LittleRebelGirl · 04/05/2024 16:18

Me and my partner are talking about getting married. He has told me he wants to be married in a Catholic church.
He is baptised, did Holy Communion and Confirmation. He doesn't attend church regularly in his own time, but does as a teacher (teaches in Catholic school, not by choice, just happened to be the job he could get - he's previously worked in a Jewish school!).
I'm totally non religious. Atheist. I'm baptised Catholic however.
I've been married before in a registry office, the marriage was over 4 hours later (his infidelity came to light). I had to go through a divorce as I couldn't have an annulment (early pregnancy at time of marriage).
Can we marry in a Catholic church? As ridiculous as I think religion is, if it is something he would like then it's fine by me. I just want to be married, I'd get married in our back garden, or at Gretna Green. Whatever! It's about the marriage and not the venue for me!
If we can marry in a Catholic church, do we need to marry in our nearest catholic church also? I think he'd prefer to marry in the parish of his school.
Thanks for anyone who can offer advice!

OP posts:
Dangerousfemale · 04/05/2024 20:48

LittleRebelGirl · 04/05/2024 20:21

Sorry, I didn't mean that to come across as harsh as it sounds. I am genuinely thankful for the advice.

It's OK, I am assuming as someone outside the Church it can make no sense, and this is why I am emphasizing that what would be happening is a liturgical act and the beginning of a Sacrament which is FREELY entered into by both parties with FULL CONSENT. It is a vocation and a call from God, in Catholic theology and understanding. Being open to life and children is a requirement of Catholic marriage and to raise them Catholic. If anyone is outraged by this I am not sure why they would want a Catholic marriage as this is what the Church has always believed and taught. Noone would be surprised if a Jewish, Hindu, Muslim or Sikh marriage had religious expectations and requirements. This is a religious event, not just an activity in a pretty building. I think you want to ask your future spouse WHY it's so important for him to have a Catholic wedding. Maybe you actually have different understandings or values in certain areas and you are running on assumptions. For example, what if he wants to go to Church as a family and teach your children about Catholicism? Would you be offended? What if he wants to become a practicing Catholic, would you find that uncomfortable? I was an atheist and converted to Catholicism so I am very aware of how most secular people have very little understanding of the Church and somehow want it to reflect their own demands and values. I obviously love the Church and the Catholic spirituality and community. I married a Catholic and we raised our kids Catholic but we were on the same page.

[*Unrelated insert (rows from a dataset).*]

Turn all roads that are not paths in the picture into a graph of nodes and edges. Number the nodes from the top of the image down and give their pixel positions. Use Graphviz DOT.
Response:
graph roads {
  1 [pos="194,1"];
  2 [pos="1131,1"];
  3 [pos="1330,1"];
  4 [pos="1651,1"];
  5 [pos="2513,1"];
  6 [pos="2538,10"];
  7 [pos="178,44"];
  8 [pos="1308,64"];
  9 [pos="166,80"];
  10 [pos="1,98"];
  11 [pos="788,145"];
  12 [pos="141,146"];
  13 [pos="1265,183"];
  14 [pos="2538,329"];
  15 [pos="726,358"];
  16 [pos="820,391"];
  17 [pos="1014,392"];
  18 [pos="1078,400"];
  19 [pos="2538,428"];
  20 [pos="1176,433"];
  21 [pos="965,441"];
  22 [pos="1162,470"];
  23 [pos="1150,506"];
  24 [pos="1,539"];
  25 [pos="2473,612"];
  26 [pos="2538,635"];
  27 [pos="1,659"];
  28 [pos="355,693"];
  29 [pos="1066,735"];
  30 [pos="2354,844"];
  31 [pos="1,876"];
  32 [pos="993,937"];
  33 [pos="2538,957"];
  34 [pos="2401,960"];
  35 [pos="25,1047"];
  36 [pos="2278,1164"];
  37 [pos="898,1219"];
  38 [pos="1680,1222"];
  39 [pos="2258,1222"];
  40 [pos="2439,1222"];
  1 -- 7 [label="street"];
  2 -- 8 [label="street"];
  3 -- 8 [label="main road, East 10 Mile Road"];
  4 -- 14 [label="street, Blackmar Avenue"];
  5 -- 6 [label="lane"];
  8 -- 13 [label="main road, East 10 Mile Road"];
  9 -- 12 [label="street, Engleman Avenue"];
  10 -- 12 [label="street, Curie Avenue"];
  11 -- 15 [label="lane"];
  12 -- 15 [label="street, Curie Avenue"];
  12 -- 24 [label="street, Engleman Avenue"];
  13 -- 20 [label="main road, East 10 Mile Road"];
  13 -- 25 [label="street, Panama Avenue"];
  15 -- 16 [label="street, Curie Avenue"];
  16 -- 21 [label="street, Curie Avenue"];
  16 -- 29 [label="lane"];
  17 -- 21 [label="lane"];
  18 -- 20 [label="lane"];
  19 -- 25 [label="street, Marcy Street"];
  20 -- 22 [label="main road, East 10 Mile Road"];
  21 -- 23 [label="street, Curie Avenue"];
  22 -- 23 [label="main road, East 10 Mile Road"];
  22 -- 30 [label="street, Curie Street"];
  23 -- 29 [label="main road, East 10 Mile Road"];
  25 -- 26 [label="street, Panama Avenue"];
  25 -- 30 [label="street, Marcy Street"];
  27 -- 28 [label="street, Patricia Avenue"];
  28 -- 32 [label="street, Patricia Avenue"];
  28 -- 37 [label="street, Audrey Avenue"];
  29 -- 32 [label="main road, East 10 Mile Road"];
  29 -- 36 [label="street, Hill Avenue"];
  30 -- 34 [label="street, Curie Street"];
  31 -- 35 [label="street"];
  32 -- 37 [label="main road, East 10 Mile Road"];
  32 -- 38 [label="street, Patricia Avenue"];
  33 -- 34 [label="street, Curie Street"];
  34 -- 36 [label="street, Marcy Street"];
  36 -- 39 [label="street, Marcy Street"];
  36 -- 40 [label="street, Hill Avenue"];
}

I just think you shouldn't walk into this blindly (which I don't think a Priest would let you anyway, that's what marriage prep is for) when you are making a RELIGIOUS commitment to an ancient 2,000 year old Christian tradition with a billion followers that isn't going to change it's fundamental dogmas and teachings. You can't be offended by Catholicism if you are the one asking for the blessing of the Church and to partake in one of it's most sacred rituals.

ZenNudist · 04/05/2024 20:52

I would get you OH to ask the priest af his school, the one he wants to have marry you.

Given that your marriage was all but an annulment then there is at least a case to make for being allowed to marry in the church.

I know Boris Johnson did it but I really didn't think that civil marriages could be disregarded.

If I were you H2B I'd show my face at mass a bit more and offer to be a reader or catechist. It will help his career as well as look favourable for getting married.

There's a useful book that they give non-catholics marrying a Catholic to read. I will find it an send you details. It's quite a light read and is like Catholicism for dummies.

Dacadactyl · 04/05/2024 20:55

Our marriage preparation was all about finding out were we on the same page about stuff.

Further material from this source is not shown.